Ihre zwischenzeitlichen Aufenthalte bei den erdnahen Engeln in den ‚Tempeln des goldenen Lichtes‘ oder bei den Naturwesen als Elfe und später als Kobold, konnte er noch in gewisser Weise nachvollziehen, aber in einem menschlichen Körper, der so dicht und eher schwer war, das war für ihn ein Rätsel. Er selbst kannte diese Erfahrung mit einem grobstofflichen Körper nicht. Nur durch Seraphinas Aufenthalte hier, zwischen ihren irdischen Leben, wusste er davon, da sie jedes Mal das Gefühl und die Erfahrung des gerade beendeten Lebens mitbrachte und er dies mit ihr in den Rückschauen auswertete.

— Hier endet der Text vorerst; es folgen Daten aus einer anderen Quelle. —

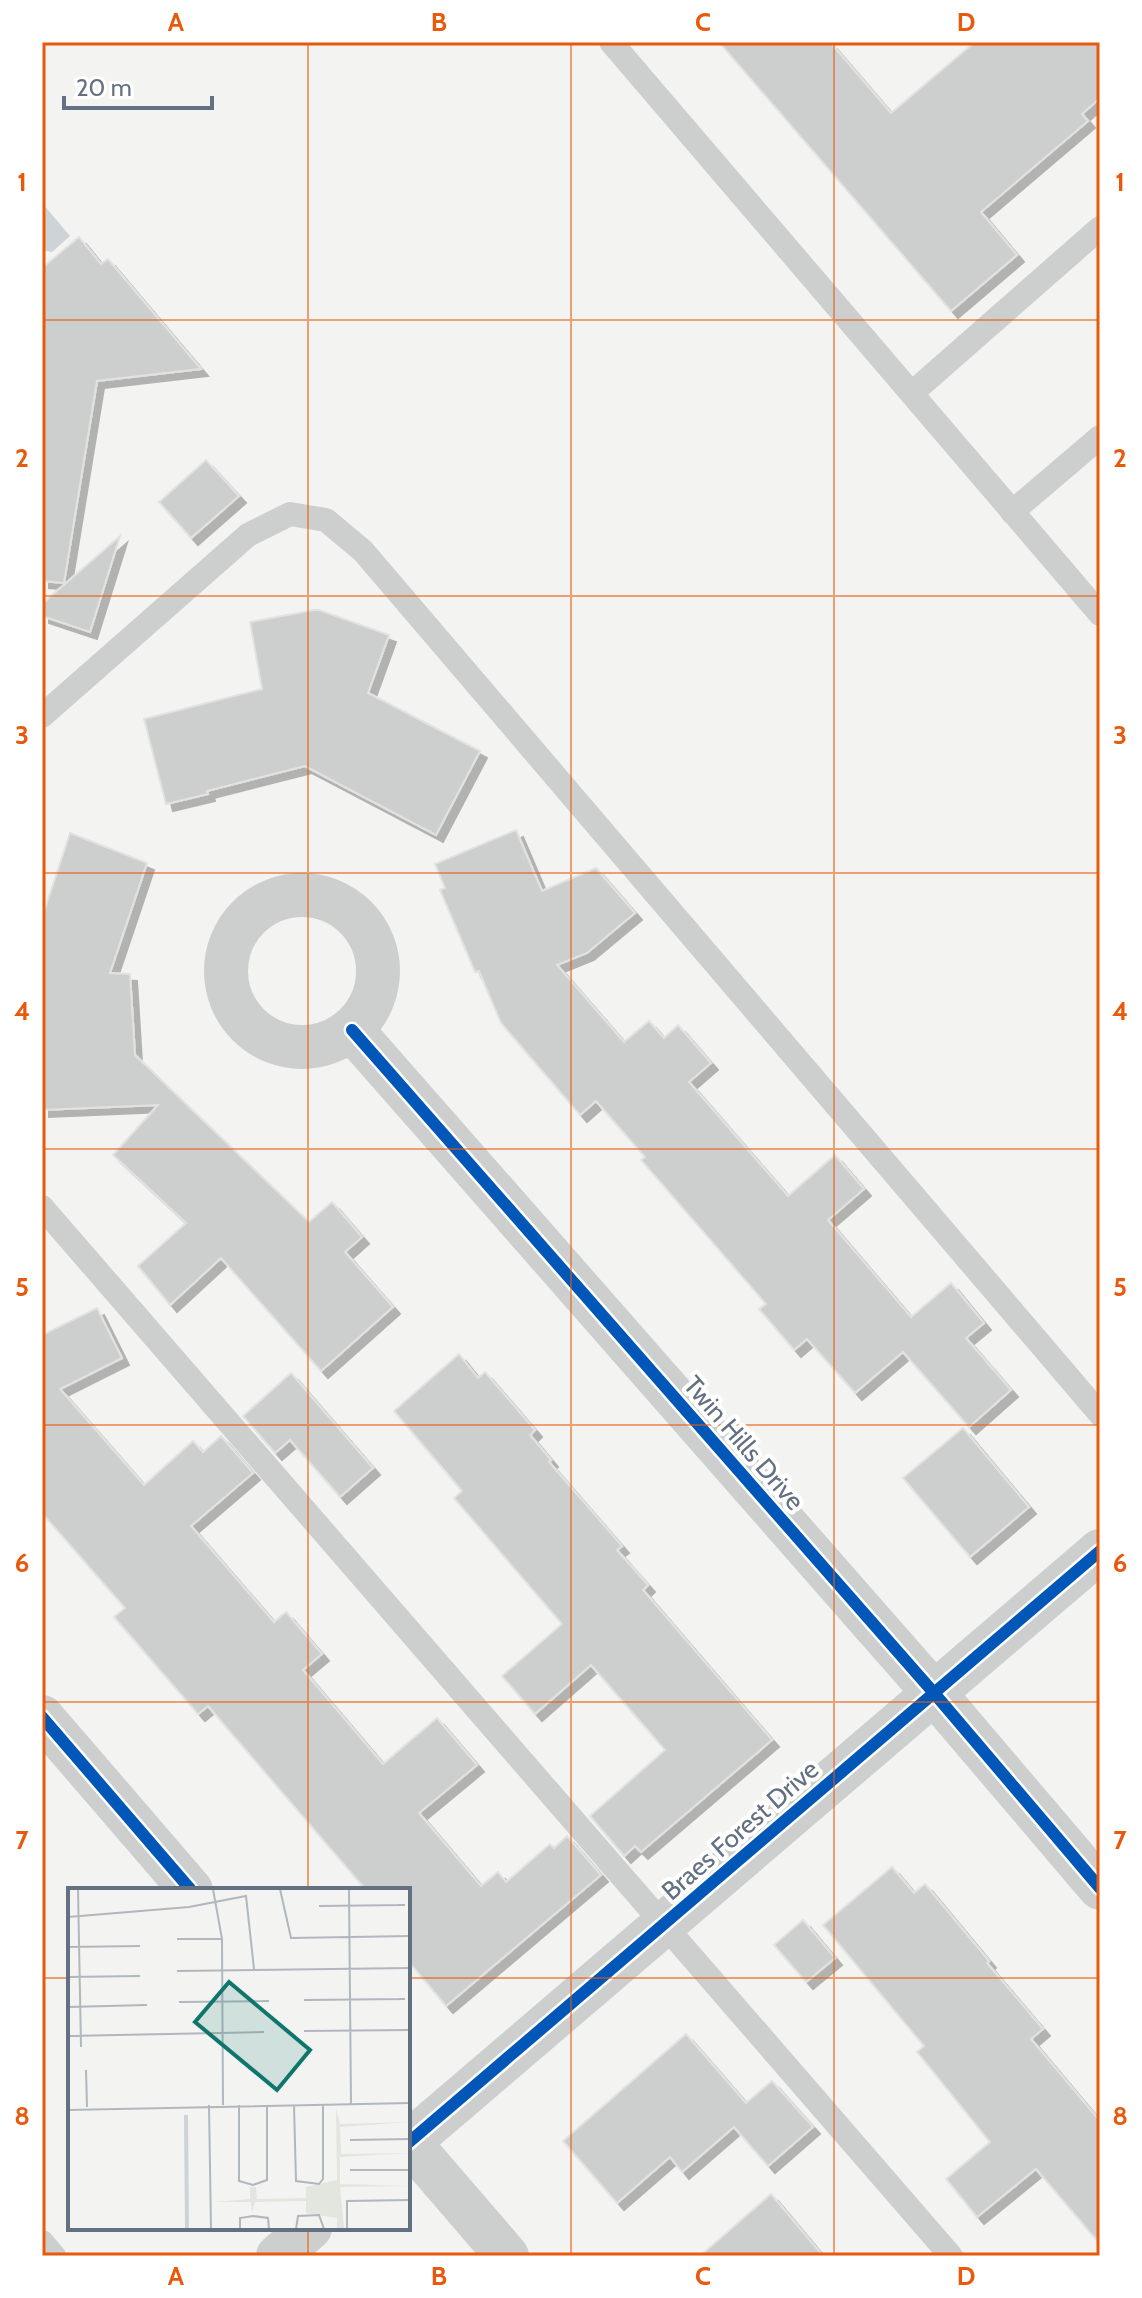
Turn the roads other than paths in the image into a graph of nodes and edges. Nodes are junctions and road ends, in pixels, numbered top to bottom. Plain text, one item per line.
1 (611, 42) edge
2 (1100, 228) edge
3 (912, 393) junction
4 (1100, 437) edge
5 (1012, 512) junction
6 (1100, 614) edge
7 (42, 716) edge
8 (352, 1030) dead end
9 (42, 1207) edge
10 (1100, 1414) edge
11 (1100, 1551) edge
12 (934, 1693) junction
13 (42, 1717) edge
14 (189, 1888) edge
15 (1100, 1888) edge
16 (663, 1925) junction
17 (410, 2140) edge
18 (410, 2144) edge
19 (308, 2230) edge
20 (42, 2242) edge
21 (54, 2256) edge
22 (278, 2256) edge
23 (507, 2256) edge
24 (951, 2256) edge

1 - 3 lane
2 - 3 lane
3 - 5 lane
4 - 5 lane
5 - 6 lane
7 - 10 lane
8 - 12 street, Twin Hills Drive
9 - 16 lane
11 - 12 street, Braes Forest Drive
12 - 15 street, Twin Hills Drive
12 - 16 street, Braes Forest Drive
13 - 14 street
16 - 17 street, Braes Forest Drive
16 - 24 lane
18 - 23 street
19 - 22 street
20 - 21 lane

Sanft flossen weitere Sätze in Form von strahlendem Licht zu Seraphina hin.
„Dein nächstes Leben wird mit diesem Vergessen beginnen, mit dem Vergessen, wer du wirklich bist, weil das vorige Leben so geendet hat.
Doch hast du in dem vor dir legenden Leben jederzeit, in jedem einzelnen Augenblick, die Möglichkeit, dich wieder zu erinnern, wer du wirklich bist und dass es uns Engel und all die unzähligen Welten und Wesen gibt, was deine Aufgabe als Engel war (und ist) und was deine Aufträge als Engel auf der Erde sind. Die folgende Zeit auf der Erde wird besonders günstig sein, da zahlreiches, vielfältiges Wissen darüber wieder verfügbar sein wird. Und mehr und mehr Menschen werden ähnliches erleben und es auch offenbaren.